KIS (Keep it Simple) – Applying Topic Codes in the Document Review
All document review projects employ document review topic codes. Contract attorneys must apply topic codes to the documents to identify helpful, harmful or privileged documents. My experience has shown that you will be better off keeping the coding form very simple.
There are several reasons for this:
- To many topic choices can slow down the review because it requires reviewers to spend too much time on each document. The goal is to review as many documents in shortest amount time so that counsel meets its discovery deadlines and can use those topics to really drill down into the data.
- Decreased accuracy occurs when teams have to focus on too many issues in the review. This is especially true in the beginning of the project, and if the team is inexperienced with the type of case or documents.
- Including too many topics increases the need for judgment which decreases work efficiency. Remember, the essential goal of a document review is not to produce privileged documents, and to tag relevant, non-privileged documents for production.

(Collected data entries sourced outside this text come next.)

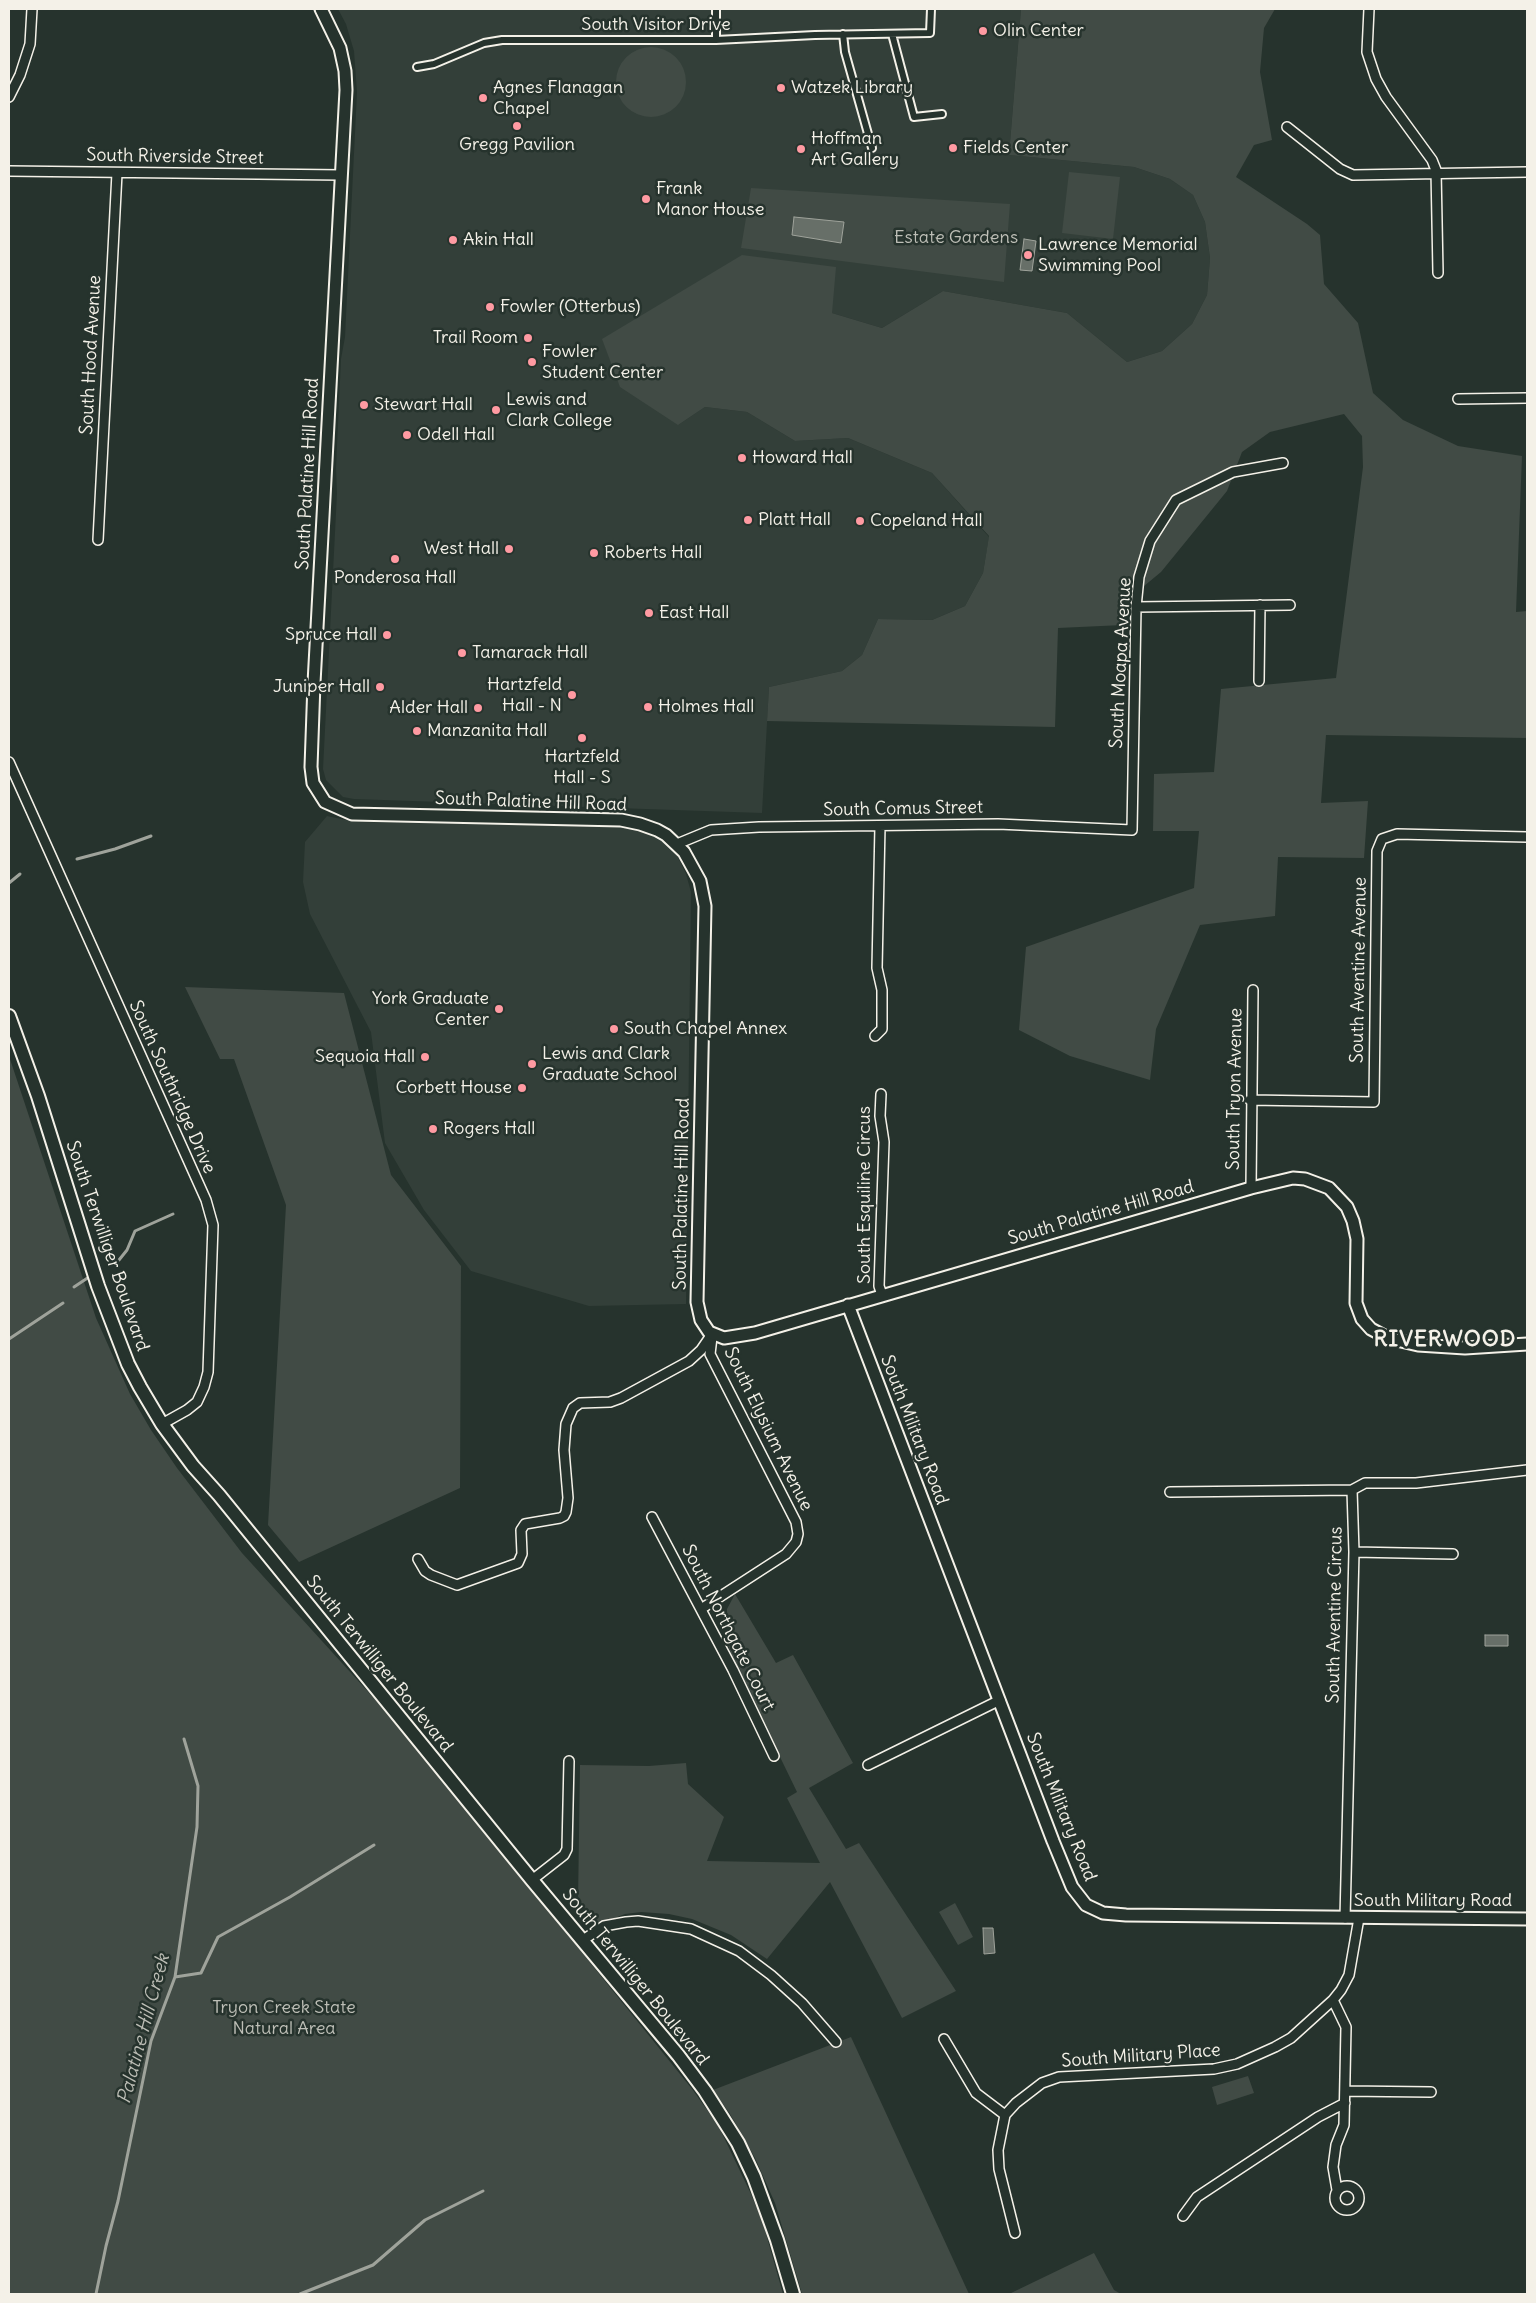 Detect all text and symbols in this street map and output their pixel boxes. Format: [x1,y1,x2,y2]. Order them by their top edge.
street label: South Visitor Drive [581,14,731,36]
place label: Olin Center [993,20,1084,42]
marker: Olin Center [977,25,989,37]
place label: Agnes Flanagan Chapel [493,77,623,120]
place label: Watzek Library [791,77,913,99]
marker: Watzek Library [775,82,787,94]
marker: Agnes Flanagan Chapel [477,92,489,104]
marker: Gregg Pavilion [511,120,523,132]
place label: Hoffman Art Gallery [811,128,899,170]
place label: Gregg Pavilion [459,134,575,156]
place label: Fields Center [963,137,1068,159]
marker: Fields Center [947,142,959,154]
marker: Hoffman Art Gallery [795,143,807,155]
street label: South Riverside Street [86,145,264,169]
place label: Frank Manor House [656,178,764,220]
marker: Frank Manor House [640,193,652,205]
park label: Estate Gardens [894,227,1018,249]
place label: Akin Hall [463,229,534,251]
marker: Akin Hall [447,234,459,246]
place label: Lawrence Memorial Swimming Pool [1038,234,1198,276]
marker: Lawrence Memorial Swimming Pool [1022,249,1034,261]
street label: South Hood Avenue [76,275,106,435]
place label: Fowler (Otterbus) [500,296,641,318]
marker: Fowler (Otterbus) [484,301,496,313]
place label: Trail Room [433,327,518,349]
marker: Trail Room [522,332,534,344]
place label: Fowler Student Center [542,341,663,384]
marker: Fowler Student Center [526,356,538,368]
street label: South Palatine Hill Road [292,377,324,571]
place label: Lewis and Clark College [506,389,612,432]
place label: Stewart Hall [374,394,473,416]
marker: Stewart Hall [358,399,370,411]
marker: Lewis and Clark College [490,404,502,416]
place label: Odell Hall [417,424,495,446]
marker: Odell Hall [401,429,413,441]
place label: Howard Hall [752,447,853,469]
marker: Howard Hall [736,452,748,464]
place label: Platt Hall [758,509,831,531]
place label: Copeland Hall [870,510,983,532]
marker: Platt Hall [742,514,754,526]
marker: Copeland Hall [854,515,866,527]
place label: West Hall [424,538,499,560]
place label: Roberts Hall [604,542,702,564]
marker: West Hall [503,543,515,555]
marker: Roberts Hall [588,547,600,559]
marker: Ponderosa Hall [389,553,401,565]
place label: Ponderosa Hall [334,567,456,589]
street label: South Moapa Avenue [1106,577,1136,749]
place label: East Hall [659,602,729,624]
marker: East Hall [643,607,655,619]
place label: Spruce Hall [285,624,377,646]
marker: Spruce Hall [381,629,393,641]
place label: Tamarack Hall [472,642,588,664]
marker: Tamarack Hall [456,647,468,659]
place label: Hartzfeld Hall - N [487,674,562,716]
place label: Juniper Hall [273,676,370,698]
marker: Juniper Hall [374,681,386,693]
marker: Hartzfeld Hall - N [566,689,578,701]
place label: Holmes Hall [658,696,754,718]
place label: Alder Hall [389,697,468,719]
marker: Holmes Hall [642,701,654,713]
marker: Alder Hall [472,702,484,714]
place label: Manzanita Hall [427,720,547,742]
marker: Manzanita Hall [411,725,423,737]
marker: Hartzfeld Hall - S [576,732,588,744]
place label: Hartzfeld Hall - S [545,746,619,789]
street label: South Palatine Hill Road [434,788,628,816]
street label: South Comus Street [823,797,983,821]
street label: South Aventine Avenue [1347,877,1371,1063]
place label: York Graduate Center [372,988,489,1030]
street label: South Southridge Drive [124,997,220,1177]
marker: York Graduate Center [493,1003,505,1015]
street label: South Tryon Avenue [1223,1008,1247,1170]
place label: South Chapel Annex [624,1018,787,1040]
marker: South Chapel Annex [608,1023,620,1035]
place label: Lewis and Clark Graduate School [542,1043,677,1086]
place label: Sequoia Hall [315,1046,415,1068]
marker: Sequoia Hall [419,1051,431,1063]
marker: Lewis and Clark Graduate School [526,1058,538,1070]
place label: Corbett House [395,1077,512,1099]
marker: Corbett House [516,1082,528,1094]
street label: South Palatine Hill Road [670,1098,694,1290]
street label: South Esquiline Circus [854,1106,876,1284]
place label: Rogers Hall [443,1118,535,1140]
marker: Rogers Hall [427,1123,439,1135]
street label: South Terwilliger Boulevard [61,1138,153,1354]
street label: South Palatine Hill Road [1006,1176,1196,1250]
district label: RIVERWOOD [1372,1327,1518,1353]
street label: South Elysium Avenue [719,1344,817,1514]
street label: South Military Road [876,1352,952,1508]
street label: South Aventine Circus [1323,1526,1347,1704]
street label: South Northgate Court [677,1541,779,1715]
street label: South Terwilliger Boulevard [301,1571,457,1757]
street label: South Military Road [1021,1730,1101,1884]
street label: South Terwilliger Boulevard [557,1884,713,2070]
street label: South Military Road [1354,1890,1512,1912]
water label: Palatine Hill Creek [113,1952,175,2106]
park label: Tryon Creek State Natural Area [212,1997,356,2040]
street label: South Military Place [1061,2040,1221,2072]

That being said, it is reasonable, to ask the team to do some very basic categorization of the documents for responsiveness and privilege. In addition, I would suggest terms related to the matter should also be used in the topic list. So, if the matter is a patent infringement litigation you could develop coding topics as follows:
- Not Responsive
- Patent number
- Estimated Patent Expiration
- Estimated Patent Term
- Patent Issues
The point is to create a simple workable topic list. After doing so, it is equally important to write clear, objective definitions for each topic. It is also helpful to attach samples of the types of documents for each topic for use by the team too.